We also can’t fill this need to create and manipulate reality with cheap substitutes.

Build Within Your Own Reality

Master Builders Build Reality

Video games are an allure for men because they appeal to the yearning we have as master builders to shape reality. Instead of using their masculine inclination to fashion a reality in which they can achieve their ambitions, millions of men are instead being sucked into wasting hundreds of hours every year working to build a more desirable virtual reality within their favorite video games.

Whatever value has been created through his building in the digital world he recluses himself into has no value in the real world. Therefore, it’s a complete waste of his energy, time, and potential.

Playing video games in moderation is fine for entertainment, but that’s not how most men are using them today. They use them as an escape from the challenges that come with building in the real world. The nuisance of having to contend with haters, financial constraints, lack of resources, tight deadlines, and personal sacrifice in the real world is blunted within the confines of a digital one.

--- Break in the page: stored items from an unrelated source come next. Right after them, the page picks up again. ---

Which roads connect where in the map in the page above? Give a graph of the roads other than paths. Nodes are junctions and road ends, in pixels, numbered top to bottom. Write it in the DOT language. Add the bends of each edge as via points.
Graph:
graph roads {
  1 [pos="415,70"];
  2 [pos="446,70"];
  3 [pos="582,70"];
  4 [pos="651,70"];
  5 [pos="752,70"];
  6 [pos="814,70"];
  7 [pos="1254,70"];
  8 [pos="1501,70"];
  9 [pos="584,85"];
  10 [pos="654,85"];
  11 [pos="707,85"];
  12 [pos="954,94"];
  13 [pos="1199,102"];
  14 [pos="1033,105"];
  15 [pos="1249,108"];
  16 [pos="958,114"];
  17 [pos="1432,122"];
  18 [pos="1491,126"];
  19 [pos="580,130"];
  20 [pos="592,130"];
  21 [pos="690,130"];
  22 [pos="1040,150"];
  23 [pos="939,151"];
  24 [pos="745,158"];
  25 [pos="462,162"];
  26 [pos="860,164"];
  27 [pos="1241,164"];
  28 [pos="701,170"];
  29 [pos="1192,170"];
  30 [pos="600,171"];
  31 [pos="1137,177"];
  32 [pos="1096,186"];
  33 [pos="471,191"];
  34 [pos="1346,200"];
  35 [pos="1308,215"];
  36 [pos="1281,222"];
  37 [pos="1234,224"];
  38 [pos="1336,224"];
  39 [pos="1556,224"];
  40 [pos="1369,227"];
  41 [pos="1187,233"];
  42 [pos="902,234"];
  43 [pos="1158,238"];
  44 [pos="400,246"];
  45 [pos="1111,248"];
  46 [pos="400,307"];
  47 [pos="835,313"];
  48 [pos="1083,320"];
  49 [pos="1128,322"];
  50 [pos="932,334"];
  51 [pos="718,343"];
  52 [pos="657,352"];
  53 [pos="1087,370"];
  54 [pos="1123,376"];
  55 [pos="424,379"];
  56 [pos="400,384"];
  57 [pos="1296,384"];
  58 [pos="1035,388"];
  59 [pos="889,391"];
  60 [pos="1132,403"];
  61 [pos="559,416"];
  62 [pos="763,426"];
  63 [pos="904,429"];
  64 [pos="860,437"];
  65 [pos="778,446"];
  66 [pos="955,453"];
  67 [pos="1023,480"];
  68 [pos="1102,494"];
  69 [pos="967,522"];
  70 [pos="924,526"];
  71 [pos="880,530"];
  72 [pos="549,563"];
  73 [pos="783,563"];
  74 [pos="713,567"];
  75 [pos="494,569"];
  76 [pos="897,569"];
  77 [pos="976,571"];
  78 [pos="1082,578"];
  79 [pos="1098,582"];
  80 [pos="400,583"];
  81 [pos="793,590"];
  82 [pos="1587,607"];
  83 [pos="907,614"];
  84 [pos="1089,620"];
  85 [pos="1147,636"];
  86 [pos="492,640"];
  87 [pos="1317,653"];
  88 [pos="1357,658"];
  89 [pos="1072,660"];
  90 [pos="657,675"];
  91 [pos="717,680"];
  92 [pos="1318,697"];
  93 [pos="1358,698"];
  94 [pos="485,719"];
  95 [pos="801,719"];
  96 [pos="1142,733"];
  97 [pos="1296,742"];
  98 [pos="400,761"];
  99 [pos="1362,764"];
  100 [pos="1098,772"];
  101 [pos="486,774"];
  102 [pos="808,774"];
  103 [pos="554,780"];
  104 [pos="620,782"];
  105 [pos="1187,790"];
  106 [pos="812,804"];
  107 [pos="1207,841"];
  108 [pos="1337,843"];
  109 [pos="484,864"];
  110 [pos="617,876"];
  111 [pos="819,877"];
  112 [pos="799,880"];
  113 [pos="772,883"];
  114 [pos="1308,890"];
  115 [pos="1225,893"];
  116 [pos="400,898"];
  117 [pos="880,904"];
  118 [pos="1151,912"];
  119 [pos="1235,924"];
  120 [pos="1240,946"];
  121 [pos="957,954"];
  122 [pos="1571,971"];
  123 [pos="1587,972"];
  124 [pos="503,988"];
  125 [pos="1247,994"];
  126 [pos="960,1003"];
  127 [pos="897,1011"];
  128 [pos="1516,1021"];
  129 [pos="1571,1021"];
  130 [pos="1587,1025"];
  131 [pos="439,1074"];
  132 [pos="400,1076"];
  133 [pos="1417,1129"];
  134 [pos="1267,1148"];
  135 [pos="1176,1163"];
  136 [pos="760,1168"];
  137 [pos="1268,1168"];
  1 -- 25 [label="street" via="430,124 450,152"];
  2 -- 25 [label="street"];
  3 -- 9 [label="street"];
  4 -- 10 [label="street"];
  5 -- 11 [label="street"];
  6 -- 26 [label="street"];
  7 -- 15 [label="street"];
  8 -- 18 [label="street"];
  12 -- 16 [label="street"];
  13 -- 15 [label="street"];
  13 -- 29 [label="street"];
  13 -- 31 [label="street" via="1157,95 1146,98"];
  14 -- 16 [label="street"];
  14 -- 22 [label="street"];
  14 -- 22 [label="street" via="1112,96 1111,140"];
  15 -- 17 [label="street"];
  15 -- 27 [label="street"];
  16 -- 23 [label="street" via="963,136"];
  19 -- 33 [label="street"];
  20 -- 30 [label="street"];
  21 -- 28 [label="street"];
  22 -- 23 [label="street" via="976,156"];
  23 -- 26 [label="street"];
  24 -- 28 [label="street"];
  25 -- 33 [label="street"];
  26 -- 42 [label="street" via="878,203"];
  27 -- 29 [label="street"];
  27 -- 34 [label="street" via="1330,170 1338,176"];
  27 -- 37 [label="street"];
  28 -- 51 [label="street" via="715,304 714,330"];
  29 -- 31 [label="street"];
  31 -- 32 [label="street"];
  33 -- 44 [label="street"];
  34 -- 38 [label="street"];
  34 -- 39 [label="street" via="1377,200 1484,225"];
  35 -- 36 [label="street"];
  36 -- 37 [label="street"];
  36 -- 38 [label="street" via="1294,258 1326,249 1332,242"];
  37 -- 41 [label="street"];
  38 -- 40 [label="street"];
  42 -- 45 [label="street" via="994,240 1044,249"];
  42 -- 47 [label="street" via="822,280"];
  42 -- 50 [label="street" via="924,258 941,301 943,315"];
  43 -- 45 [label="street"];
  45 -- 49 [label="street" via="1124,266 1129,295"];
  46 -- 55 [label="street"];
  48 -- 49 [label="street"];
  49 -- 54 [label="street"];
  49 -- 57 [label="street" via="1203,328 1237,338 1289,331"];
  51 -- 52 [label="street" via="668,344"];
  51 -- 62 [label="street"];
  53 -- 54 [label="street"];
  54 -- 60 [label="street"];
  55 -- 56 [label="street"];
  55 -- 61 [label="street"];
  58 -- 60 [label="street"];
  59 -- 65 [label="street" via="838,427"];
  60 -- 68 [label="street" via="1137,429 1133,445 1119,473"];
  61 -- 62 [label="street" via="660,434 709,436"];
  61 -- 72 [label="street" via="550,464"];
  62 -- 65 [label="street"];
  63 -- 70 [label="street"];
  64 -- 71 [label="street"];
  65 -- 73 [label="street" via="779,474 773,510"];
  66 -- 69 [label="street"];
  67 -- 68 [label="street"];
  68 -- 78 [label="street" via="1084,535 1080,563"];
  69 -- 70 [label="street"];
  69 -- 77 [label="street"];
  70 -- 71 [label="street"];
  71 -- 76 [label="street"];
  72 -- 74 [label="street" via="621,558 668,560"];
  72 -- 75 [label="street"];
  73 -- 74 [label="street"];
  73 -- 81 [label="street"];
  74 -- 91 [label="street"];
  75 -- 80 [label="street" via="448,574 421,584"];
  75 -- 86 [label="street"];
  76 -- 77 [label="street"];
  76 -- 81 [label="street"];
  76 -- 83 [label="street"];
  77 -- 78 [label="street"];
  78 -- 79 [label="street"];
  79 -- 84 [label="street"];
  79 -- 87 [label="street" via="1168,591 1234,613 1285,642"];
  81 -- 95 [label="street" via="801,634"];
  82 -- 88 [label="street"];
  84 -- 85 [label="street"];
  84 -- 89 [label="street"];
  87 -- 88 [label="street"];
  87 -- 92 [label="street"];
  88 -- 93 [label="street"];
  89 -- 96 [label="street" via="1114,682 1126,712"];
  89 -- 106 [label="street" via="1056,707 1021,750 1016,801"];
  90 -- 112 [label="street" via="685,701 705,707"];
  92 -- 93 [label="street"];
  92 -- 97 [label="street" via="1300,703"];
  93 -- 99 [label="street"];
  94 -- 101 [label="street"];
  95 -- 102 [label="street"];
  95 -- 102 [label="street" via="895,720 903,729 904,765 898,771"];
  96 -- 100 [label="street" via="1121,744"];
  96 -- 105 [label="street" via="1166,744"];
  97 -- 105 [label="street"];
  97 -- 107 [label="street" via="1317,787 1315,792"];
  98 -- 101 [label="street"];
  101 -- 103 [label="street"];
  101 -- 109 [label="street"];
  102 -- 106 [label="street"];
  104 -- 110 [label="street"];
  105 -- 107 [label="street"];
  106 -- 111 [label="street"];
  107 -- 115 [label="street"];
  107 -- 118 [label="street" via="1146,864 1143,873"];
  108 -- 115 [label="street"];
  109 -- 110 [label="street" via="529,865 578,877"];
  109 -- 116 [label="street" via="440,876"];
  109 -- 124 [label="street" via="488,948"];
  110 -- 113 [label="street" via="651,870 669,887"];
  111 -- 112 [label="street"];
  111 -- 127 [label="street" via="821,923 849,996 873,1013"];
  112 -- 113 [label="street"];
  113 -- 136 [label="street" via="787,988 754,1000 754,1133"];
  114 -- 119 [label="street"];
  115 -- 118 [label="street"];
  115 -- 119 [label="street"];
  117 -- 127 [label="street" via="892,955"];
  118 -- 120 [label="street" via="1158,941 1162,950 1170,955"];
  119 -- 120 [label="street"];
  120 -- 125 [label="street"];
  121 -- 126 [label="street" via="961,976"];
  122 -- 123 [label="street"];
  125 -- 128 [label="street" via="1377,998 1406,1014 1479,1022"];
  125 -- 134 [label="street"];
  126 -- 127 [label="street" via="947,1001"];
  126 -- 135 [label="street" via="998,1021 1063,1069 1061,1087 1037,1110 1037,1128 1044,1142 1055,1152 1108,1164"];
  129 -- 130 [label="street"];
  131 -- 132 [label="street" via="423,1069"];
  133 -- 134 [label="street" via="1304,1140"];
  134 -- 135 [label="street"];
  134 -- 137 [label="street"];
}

Video games are a distraction used as a way for today’s men to fulfill their thirst to create as master builders without the concomitant risks (and rewards) that exist in reality.

It’s no coincidence that, as men have become increasingly disengaged from creative activities, male depression and suicide rates have continued rise. In fact, today’s men are 3.5 times more likely to commit suicide than women.1

Men need to be doing things. It’s the things a man does that give him purpose. Without purpose, depression naturally sets in.

Men today self-sabotage their masculine drive to build. They spend their days immersed in other people’s realities, instead of building their own. They argue on social media, obsessively follow what other men are doing on sports teams, and endlessly absorb information online that is useless to them because they never sack up and take action on any of it.

They fear the failure and discomfort they might experience by trying something new, only to have their lives overwhelmed by the far worse condition of depression and purposelessness that comes as a result of trying to live vicariously through someone else’s reality.

Master Builders Take Consistent Action

The only way we can unleash the masculine power to create that lies within us is by designing our lives so that we are building and creating on a daily basis. This can take different forms (depending on what a man desires to build and improve in his life), but it will always require a commitment to action.

Action is where the rubber meets the road. Nothing of value is created by a man merely thinking about what he intends to create. We must roll our sleeves up and get to work – and do it on a consistent basis.

We often fail to achieve our potential as master builders because we default to taking the paths of least resistance. The process of building is often challenging and strenuous. This is exactly why we must do it. For it is the tasks that make us the most uncomfortable that provide the most growth in our lives.

Doing something constructive is often the least of our desires. Admittedly, the sluggard in me would much rather spend an hour watching television or playing games on my iPhone than lifting weights or crafting a blog posting, even while it’s obvious which of these activities will bring my life the most value.

The more resistance we feel to building and creating, the more certain we can be that it is the precise thing we need to be doing to increase our value as men.

Steven Pressfield masterfully describes this paradox in his book, The War of Art:

Like a magnetized needle floating on a surface of oil, resistance will unfailingly point to that calling or action it most wants to stop us from doing. We can use this as a compass. We can navigate by resistance, letting it guide us to that calling or action that we must follow before all others. The more important a call or action is to our soul’s evolution, the more resistance we will feel toward pursuing it.2

Master Builders Get to Work

We have been empowered with unique abilities as men that allow us to innovate, design and build in ways that women cannot. We’ve been hardwired with these attributes.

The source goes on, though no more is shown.